SEMAGLUTIDA E O RISCO DE PANCREATITE AGUDA: ANÁLISE DAS EVIDÊNCIAS CIENTÍFICAS SOBRE SEGURANÇA E USO CLÍNICO
DOI:
https://doi.org/10.51891/rease.v12i6.28023Palavras-chave:
Semaglutida. Pancreatite aguda. Farmacovigilância. Segurança do Paciente.Resumo
A semaglutida é um agonista do receptor do peptídeo semelhante ao glucagon tipo 1 (GLP-1), utilizada no tratamento do diabetes mellitus tipo 2 e da obesidade. Seu mecanismo de ação promove o aumento da secreção de insulina dependente da glicose, redução da liberação de glucagon, retardo do esvaziamento gástrico e indução da saciedade central.
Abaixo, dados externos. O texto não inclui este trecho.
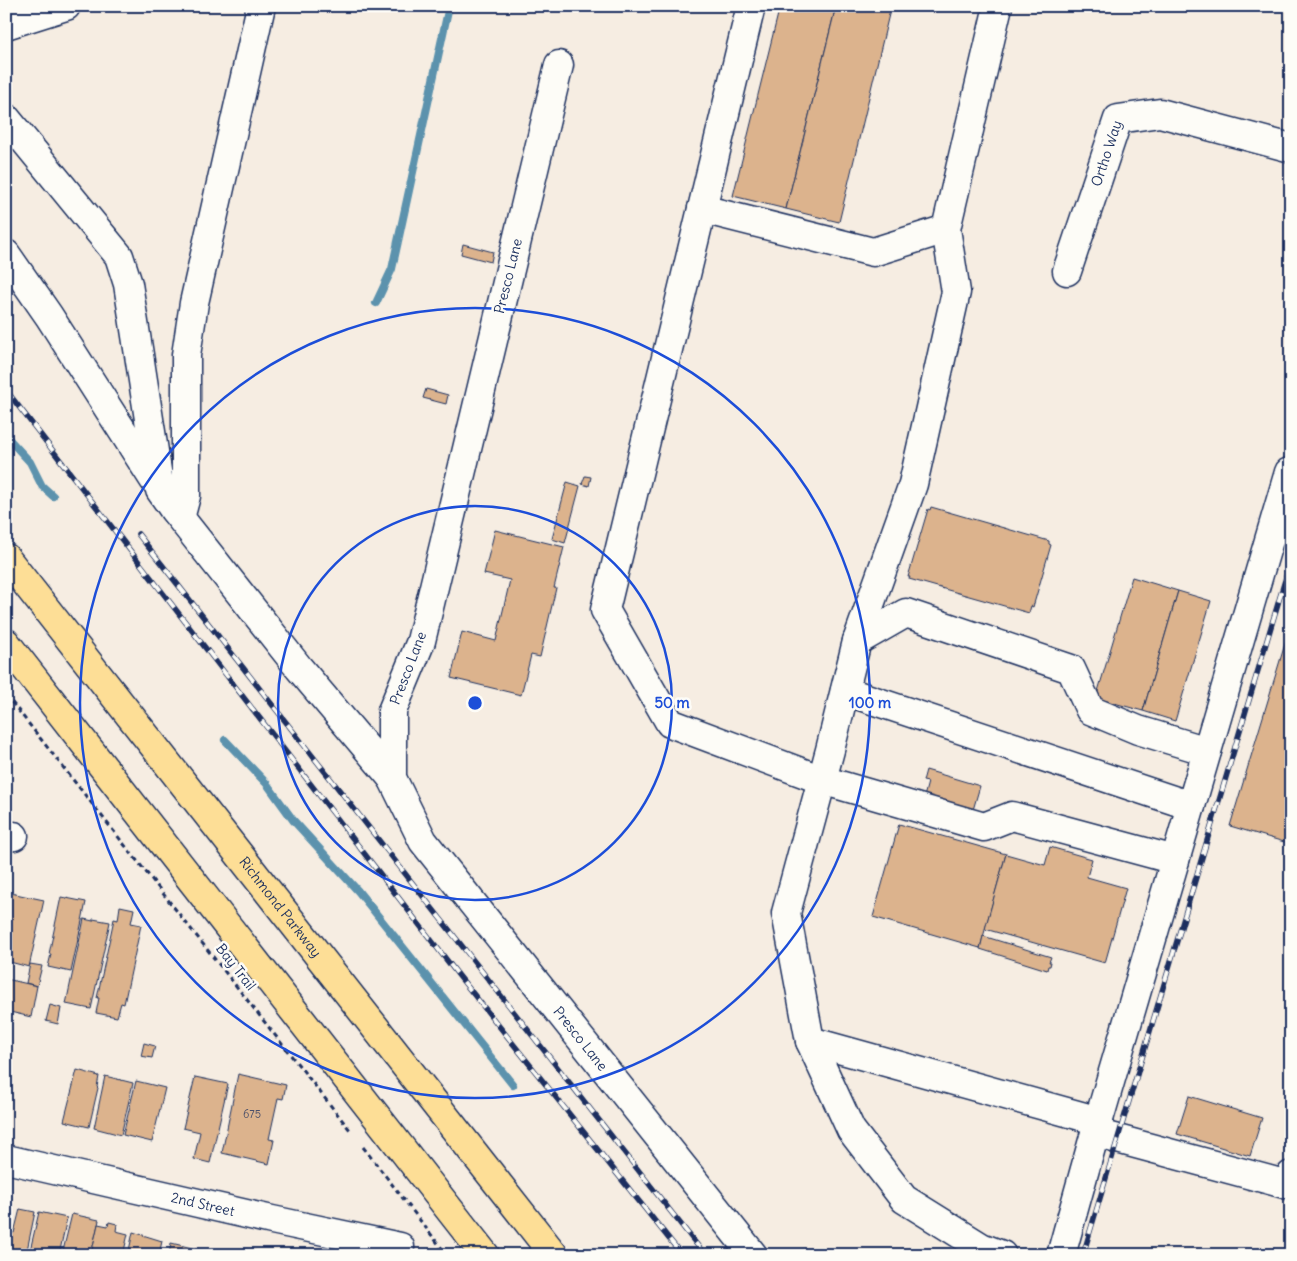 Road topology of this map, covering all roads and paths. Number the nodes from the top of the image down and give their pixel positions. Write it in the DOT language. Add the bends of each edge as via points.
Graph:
graph roads {
  1 [pos="66,6"];
  2 [pos="261,6"];
  3 [pos="752,6"];
  4 [pos="998,6"];
  5 [pos="6,25"];
  6 [pos="559,65"];
  7 [pos="6,118"];
  8 [pos="1291,148"];
  9 [pos="702,209"];
  10 [pos="946,229"];
  11 [pos="6,254"];
  12 [pos="1067,271"];
  13 [pos="1290,470"];
  14 [pos="167,500"];
  15 [pos="6,558"];
  16 [pos="857,641"];
  17 [pos="6,643"];
  18 [pos="845,691"];
  19 [pos="6,694"];
  20 [pos="1207,752"];
  21 [pos="392,778"];
  22 [pos="822,780"];
  23 [pos="1191,806"];
  24 [pos="1175,860"];
  25 [pos="810,1041"];
  26 [pos="1097,1127"];
  27 [pos="354,1136"];
  28 [pos="360,1143"];
  29 [pos="6,1159"];
  30 [pos="1291,1175"];
  31 [pos="400,1247"];
  32 [pos="447,1255"];
  33 [pos="485,1255"];
  34 [pos="554,1255"];
  35 [pos="753,1255"];
  36 [pos="1002,1255"];
  37 [pos="1062,1255"];
  1 -- 5 [label="street"];
  2 -- 14 [label="street" via="194,302 186,355 186,496 182,511"];
  3 -- 9 [label="street"];
  4 -- 10 [label="street"];
  6 -- 21 [label="street, Presco Lane" via="420,641 392,711"];
  7 -- 14 [label="street" via="119,256 128,284"];
  8 -- 12 [label="street, Ortho Way" via="1160,113 1118,119"];
  9 -- 10 [label="street" via="873,252"];
  9 -- 22 [label="street" via="605,610 670,723"];
  10 -- 16 [label="street" via="956,292 913,484"];
  11 -- 14 [label="street"];
  13 -- 20 [label="street"];
  14 -- 21 [label="street" via="299,668"];
  15 -- 34 [label="highway, Richmond Parkway"];
  16 -- 18 [label="street"];
  16 -- 20 [label="street" via="906,613 1071,669 1090,710 1138,730"];
  17 -- 33 [label="highway"];
  18 -- 22 [label="street"];
  18 -- 23 [label="street"];
  19 -- 27 [label="path, Bay Trail"];
  20 -- 23 [label="street"];
  21 -- 35 [label="street, Presco Lane" via="423,840"];
  22 -- 24 [label="street" via="984,827 1012,816"];
  22 -- 25 [label="street" via="786,913"];
  23 -- 24 [label="street"];
  24 -- 26 [label="street"];
  25 -- 26 [label="street"];
  25 -- 36 [label="street" via="851,1130 904,1199 981,1247"];
  26 -- 30 [label="street" via="1288,1185"];
  26 -- 37 [label="street"];
  28 -- 32 [label="path"];
  29 -- 31 [label="street, 2nd Street"];
}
Apesar de sua elevada eficácia terapêutica, debates acerca de sua segurança pancreática, especificamente sobre o risco de desenvolvimento de pancreatite aguda, têm desafiado a comunidade científica. O objetivo deste estudo foi analisar as evidências científicas atuais sobre a segurança clínica da semaglutida correlacionada à ocorrência de pancreatite aguda, destacando os fatores de risco e o papel da farmacovigilância. Realizou-se uma revisão integrativa da literatura nas bases de dados PubMed, SciELO e BVS, cobrindo o período de 2019 a 2026, culminando na seleção e análise de 38 artigos científicos. Os dados demonstram que a incidência de pancreatite aguda em usuários de semaglutida é classificada como rara. Contudo, a probabilidade de ocorrência eleva-se substancialmente em pacientes com fatores predisponentes basais, tais como histórico prévio de doença pancreática, colelitíase, etilismo, hipertrigliceridemia acentuada e obesidade grave. Conclui-se que a semaglutida exibe um perfil de segurança favorável, condicionada à triagem prévia criteriosa, monitoramento clínico individualizado e consolidação da farmacovigilância ativa para mitigar desfechos adversos graves.